### Data for the task
......

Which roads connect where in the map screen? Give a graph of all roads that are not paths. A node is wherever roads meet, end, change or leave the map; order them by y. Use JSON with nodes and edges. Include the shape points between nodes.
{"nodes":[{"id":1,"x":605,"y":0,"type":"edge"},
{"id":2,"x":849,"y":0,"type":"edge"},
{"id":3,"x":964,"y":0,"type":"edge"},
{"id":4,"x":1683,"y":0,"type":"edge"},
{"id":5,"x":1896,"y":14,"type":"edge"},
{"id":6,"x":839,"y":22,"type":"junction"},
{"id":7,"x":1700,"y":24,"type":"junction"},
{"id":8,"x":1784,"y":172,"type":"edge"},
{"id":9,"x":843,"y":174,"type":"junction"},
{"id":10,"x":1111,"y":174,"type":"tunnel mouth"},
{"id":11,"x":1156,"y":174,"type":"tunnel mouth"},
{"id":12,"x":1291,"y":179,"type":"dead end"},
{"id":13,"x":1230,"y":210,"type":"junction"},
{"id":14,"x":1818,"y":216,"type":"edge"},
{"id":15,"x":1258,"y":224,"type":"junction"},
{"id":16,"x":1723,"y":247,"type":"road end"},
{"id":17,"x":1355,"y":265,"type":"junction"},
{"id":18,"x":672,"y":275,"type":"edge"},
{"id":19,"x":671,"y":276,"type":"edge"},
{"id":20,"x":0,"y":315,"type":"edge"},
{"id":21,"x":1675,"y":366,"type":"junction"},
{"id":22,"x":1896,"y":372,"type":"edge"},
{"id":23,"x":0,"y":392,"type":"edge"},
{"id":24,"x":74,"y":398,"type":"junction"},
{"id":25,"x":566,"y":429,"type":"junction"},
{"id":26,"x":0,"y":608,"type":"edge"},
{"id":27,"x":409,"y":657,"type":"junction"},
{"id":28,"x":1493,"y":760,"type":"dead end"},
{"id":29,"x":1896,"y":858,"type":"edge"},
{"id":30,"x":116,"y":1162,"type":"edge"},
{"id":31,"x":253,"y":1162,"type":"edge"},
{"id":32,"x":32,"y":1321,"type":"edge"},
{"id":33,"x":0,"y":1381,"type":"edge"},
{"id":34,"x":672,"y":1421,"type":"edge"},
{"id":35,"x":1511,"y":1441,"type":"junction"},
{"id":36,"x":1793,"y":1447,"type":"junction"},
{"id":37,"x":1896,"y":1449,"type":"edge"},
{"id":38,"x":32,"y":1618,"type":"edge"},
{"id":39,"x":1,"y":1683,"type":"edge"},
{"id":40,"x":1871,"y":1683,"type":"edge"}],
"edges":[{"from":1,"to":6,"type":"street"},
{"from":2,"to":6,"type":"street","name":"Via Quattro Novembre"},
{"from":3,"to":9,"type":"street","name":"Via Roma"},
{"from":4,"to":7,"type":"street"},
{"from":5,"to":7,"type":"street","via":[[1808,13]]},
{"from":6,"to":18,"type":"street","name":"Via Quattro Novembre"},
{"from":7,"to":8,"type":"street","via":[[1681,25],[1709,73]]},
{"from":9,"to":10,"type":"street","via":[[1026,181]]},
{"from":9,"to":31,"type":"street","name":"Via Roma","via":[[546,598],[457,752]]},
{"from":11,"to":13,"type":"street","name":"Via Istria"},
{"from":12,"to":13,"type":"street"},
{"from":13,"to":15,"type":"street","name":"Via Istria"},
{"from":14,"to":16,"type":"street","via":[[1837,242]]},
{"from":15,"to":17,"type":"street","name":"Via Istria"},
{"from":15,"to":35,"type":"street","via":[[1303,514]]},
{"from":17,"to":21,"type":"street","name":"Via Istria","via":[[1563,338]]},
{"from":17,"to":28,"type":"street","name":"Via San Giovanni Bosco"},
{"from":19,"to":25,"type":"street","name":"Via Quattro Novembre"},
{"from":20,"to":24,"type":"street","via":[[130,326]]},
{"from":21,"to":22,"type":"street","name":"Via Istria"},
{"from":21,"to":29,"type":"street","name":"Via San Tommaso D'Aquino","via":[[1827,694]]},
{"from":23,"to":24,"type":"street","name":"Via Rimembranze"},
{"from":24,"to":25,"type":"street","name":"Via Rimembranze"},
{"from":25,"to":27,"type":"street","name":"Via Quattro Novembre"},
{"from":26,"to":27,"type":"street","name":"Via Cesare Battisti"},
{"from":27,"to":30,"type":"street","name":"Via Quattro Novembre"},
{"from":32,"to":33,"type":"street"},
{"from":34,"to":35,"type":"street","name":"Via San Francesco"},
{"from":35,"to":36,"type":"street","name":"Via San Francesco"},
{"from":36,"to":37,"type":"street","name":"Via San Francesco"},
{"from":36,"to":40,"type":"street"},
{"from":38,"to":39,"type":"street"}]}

......

### Assignment
Only lines holding the word "tunnel" are wanted; list them all from the material.

### Written reply
{"id":10,"x":1111,"y":174,"type":"tunnel mouth"},
{"id":11,"x":1156,"y":174,"type":"tunnel mouth"},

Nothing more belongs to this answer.